Team Members: Dr.P.Subashini, CMLI Coordinator,Professor of Computer Science.
Dr.S.Meenakshi, Associate Professor of Computer Science, Gobi Arts and Science College.
Dr.R.Janani,Research Assistant,CMLI.
Ms.Sathya Sree S, II MCA , Gobi Arts and Science College.
Project Summary:
The project, entitled “Prediction of Toxicity in Drug Discovery using Quantum Machine Learning,” aims to improve the identification of potentially toxic compounds by combining quantum computing with advanced machine learning techniques. The four important steps that are carried out in this project are: input data, feature extraction and selection, quantum encoding, and model training and evaluation. Input data: The raw dataset contains 1800 drugs represented as SMILES strings. The target variable indicates whether a drug exhibits toxicity (1) or not (0). Feature Extraction and Selection: RDKit is used to extract molecular descriptors from the smiles. These descriptors serve as features that represent the chemical properties of the compounds. After extracting the features, the most relevant ones are selected, focusing on the top 10 features with the highest correlation to toxicity prediction. This helps reduce the dimensionality of the data while maintaining its predictive power. Quantum Encoding: This step involves converting the classical features (molecular descriptors) into quantum states using quantum gates and circuits. Quantum encoding techniques allow the representation of classical data in a quantum system, enabling the use of quantum algorithms to process the information. Once the data is encoded into quantum states, the fidelity of each quantum state is calculated for each quantum state representing the classical data.

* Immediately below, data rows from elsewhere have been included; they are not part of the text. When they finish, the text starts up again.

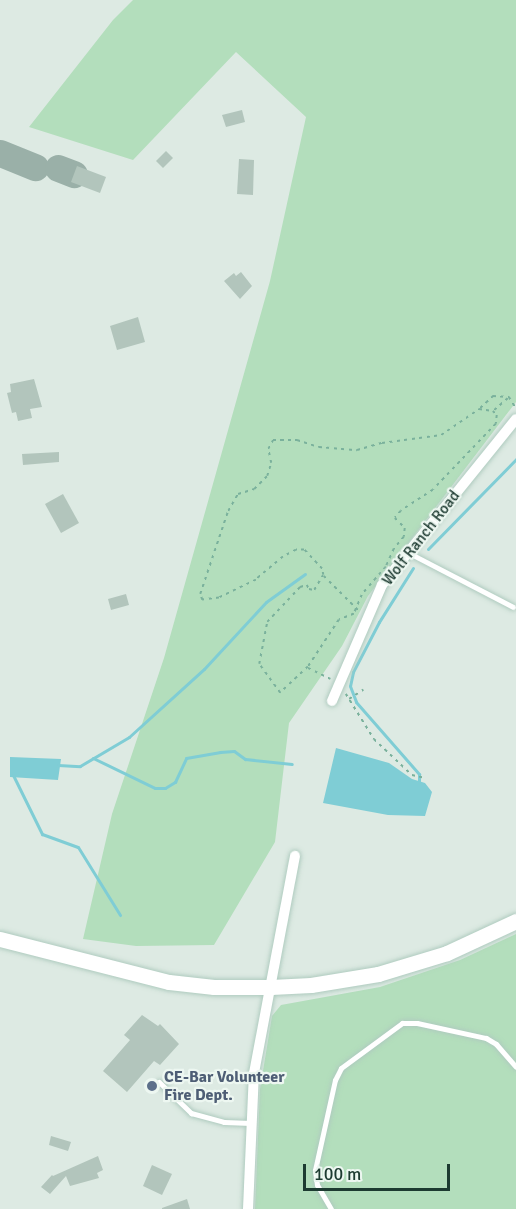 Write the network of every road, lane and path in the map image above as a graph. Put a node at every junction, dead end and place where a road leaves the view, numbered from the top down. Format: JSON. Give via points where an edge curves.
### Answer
{"nodes":[{"id":1,"x":509,"y":397,"type":"junction"},
{"id":2,"x":479,"y":408,"type":"junction"},
{"id":3,"x":516,"y":408,"type":"edge"},
{"id":4,"x":493,"y":411,"type":"junction"},
{"id":5,"x":516,"y":419,"type":"edge"},
{"id":6,"x":409,"y":553,"type":"junction"},
{"id":7,"x":324,"y":575,"type":"junction"},
{"id":8,"x":513,"y":607,"type":"dead end"},
{"id":9,"x":356,"y":608,"type":"junction"},
{"id":10,"x":367,"y":620,"type":"junction"},
{"id":11,"x":308,"y":667,"type":"junction"},
{"id":12,"x":340,"y":683,"type":"junction"},
{"id":13,"x":363,"y":690,"type":"dead end"},
{"id":14,"x":348,"y":700,"type":"junction"},
{"id":15,"x":332,"y":701,"type":"dead end"},
{"id":16,"x":426,"y":778,"type":"dead end"},
{"id":17,"x":295,"y":856,"type":"dead end"},
{"id":18,"x":516,"y":921,"type":"edge"},
{"id":19,"x":0,"y":939,"type":"edge"},
{"id":20,"x":271,"y":987,"type":"junction"},
{"id":21,"x":516,"y":1067,"type":"edge"},
{"id":22,"x":159,"y":1082,"type":"dead end"},
{"id":23,"x":251,"y":1123,"type":"junction"},
{"id":24,"x":248,"y":1209,"type":"edge"},
{"id":25,"x":331,"y":1209,"type":"edge"}],
"edges":[{"from":1,"to":2,"type":"path","via":[[493,396]]},
{"from":1,"to":3,"type":"path"},
{"from":1,"to":4,"type":"path"},
{"from":2,"to":4,"type":"path"},
{"from":2,"to":7,"type":"path","via":[[441,435],[357,450],[273,440],[268,449],[271,463],[267,476],[254,489],[238,494],[228,511],[215,555],[206,570],[201,600],[219,598],[256,580],[296,550],[304,550]]},
{"from":4,"to":9,"type":"path","via":[[496,424],[433,490],[395,518],[405,528],[404,537]]},
{"from":5,"to":6,"type":"street","name":"Wolf Ranch Road"},
{"from":6,"to":8,"type":"lane"},
{"from":6,"to":10,"type":"street","name":"Wolf Ranch Road","via":[[382,585]]},
{"from":7,"to":9,"type":"path"},
{"from":7,"to":11,"type":"path","via":[[314,590],[307,585],[300,587],[267,622],[265,645],[260,653],[259,664],[280,693]]},
{"from":9,"to":10,"type":"path"},
{"from":9,"to":11,"type":"path","via":[[354,614],[339,620]]},
{"from":10,"to":12,"type":"street","name":"Wolf Ranch Road"},
{"from":11,"to":12,"type":"path"},
{"from":12,"to":14,"type":"path"},
{"from":12,"to":15,"type":"street","name":"Wolf Ranch Road"},
{"from":13,"to":14,"type":"path"},
{"from":14,"to":16,"type":"path","via":[[374,739],[412,776]]},
{"from":17,"to":20,"type":"street"},
{"from":18,"to":20,"type":"street","via":[[447,953],[378,975]]},
{"from":19,"to":20,"type":"street","via":[[169,982]]},
{"from":20,"to":23,"type":"street","via":[[254,1073]]},
{"from":21,"to":25,"type":"lane","via":[[486,1038],[402,1023],[341,1068],[315,1170],[317,1185]]},
{"from":22,"to":23,"type":"lane","via":[[191,1113],[224,1122]]},
{"from":23,"to":24,"type":"street"}]} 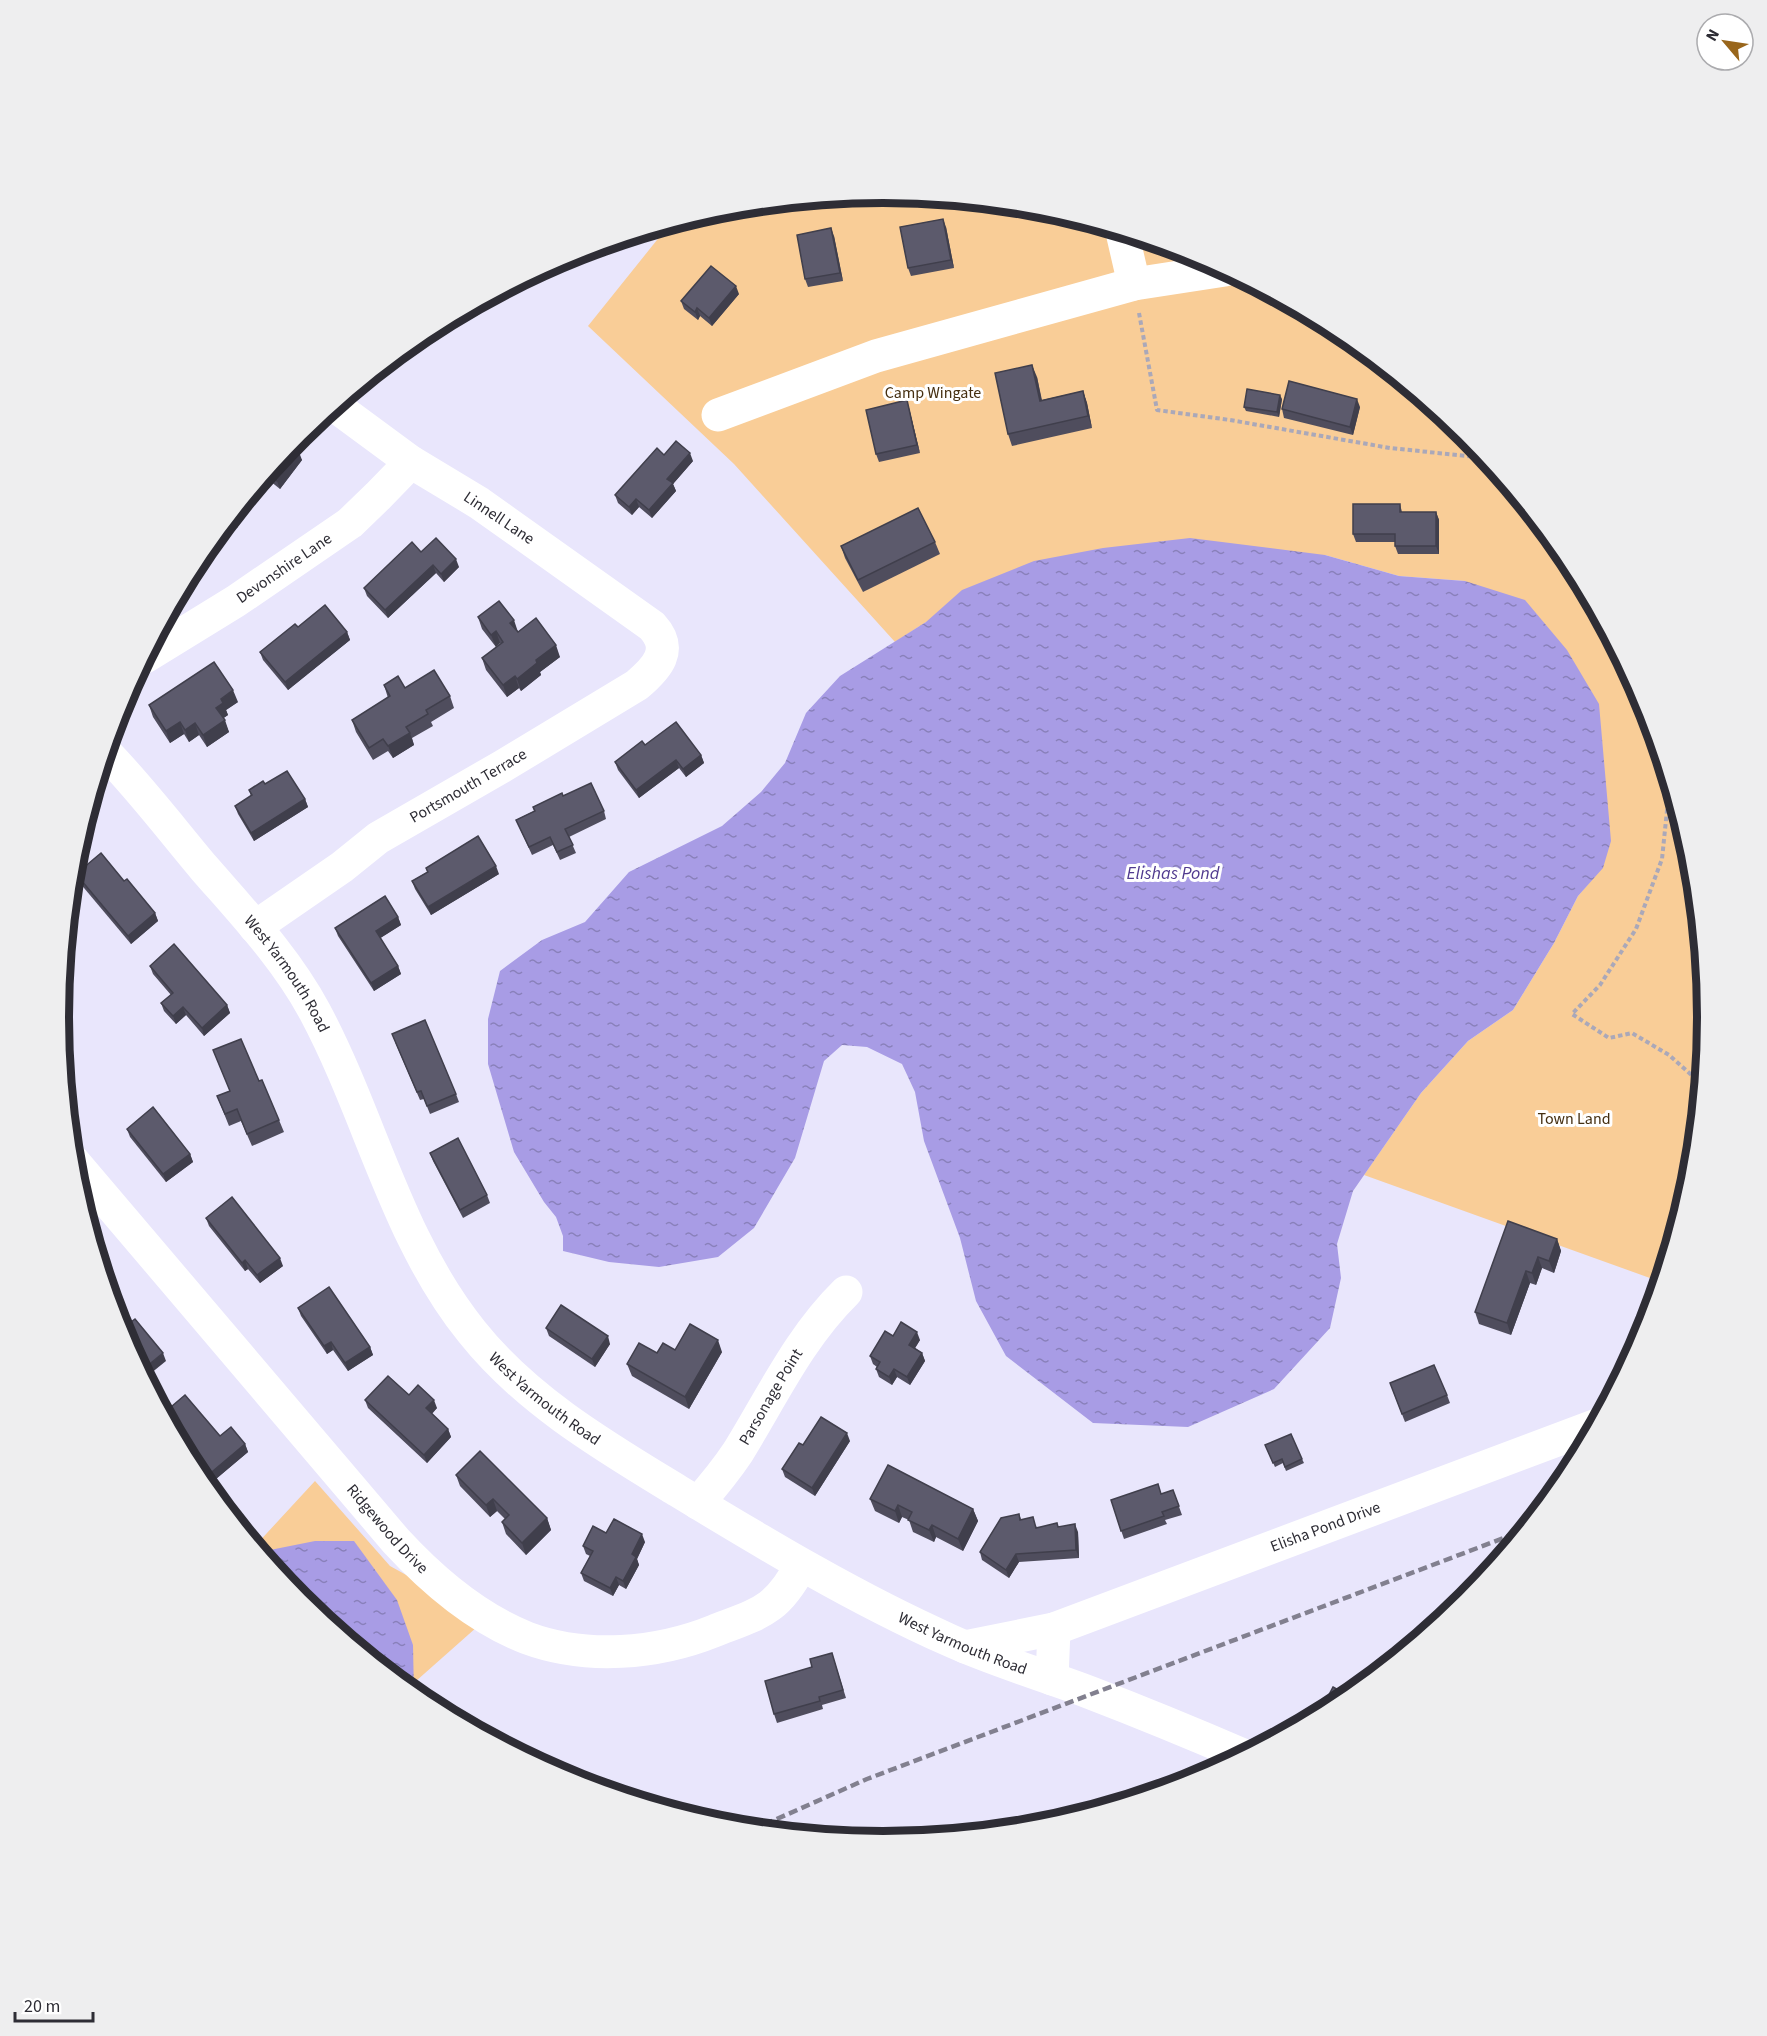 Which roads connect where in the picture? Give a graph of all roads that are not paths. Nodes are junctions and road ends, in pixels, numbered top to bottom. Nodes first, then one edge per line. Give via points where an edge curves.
1 (1124, 240) edge
2 (1210, 272) edge
3 (1134, 284) junction
4 (341, 411) edge
5 (718, 415) dead end
6 (411, 462) junction
7 (660, 635) joint
8 (158, 649) edge
9 (111, 759) edge
10 (255, 927) junction
11 (85, 1175) edge
12 (846, 1292) dead end
13 (1587, 1429) edge
14 (698, 1503) junction
15 (801, 1565) junction
16 (1054, 1629) junction
17 (965, 1647) junction
18 (1052, 1679) junction
19 (1236, 1752) edge

1 - 3 street
2 - 3 street
3 - 5 street via 876,356
4 - 6 street, Linnell Lane
6 - 7 street, Linnell Lane via 479,503
6 - 8 street, Devonshire Lane via 350,523
7 - 10 street, Portsmouth Terrace via 662,655 653,671 637,685 378,838
9 - 10 street, West Yarmouth Road
10 - 14 street, West Yarmouth Road via 278,953 314,1010 351,1085 419,1251 470,1331 509,1374 557,1412
11 - 15 street, Ridgewood Drive via 396,1541 440,1585 505,1627 527,1638 576,1648 650,1649 697,1638 765,1610 784,1594
12 - 14 street, Parsonage Point via 814,1328 737,1452
13 - 16 street, Elisha Pond Drive
14 - 15 street, West Yarmouth Road
15 - 17 street, West Yarmouth Road via 864,1600
16 - 17 street, Elisha Pond Drive
16 - 18 street
17 - 18 street, West Yarmouth Road
18 - 19 street, West Yarmouth Road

Based on fidelity values, a fidelity-based quantum kernel is constructed, which can be used in quantum machine learning models. Model Training and Evaluation: The fidelity-based quantum kernel is applied to a Support Vector Machine, which is trained on the dataset. The performance of the QSVM is compared with classical machine learning models using metrics such as Accuracy, F1 Score, Recall, Precision, ROC curve, and Confusion Matrix.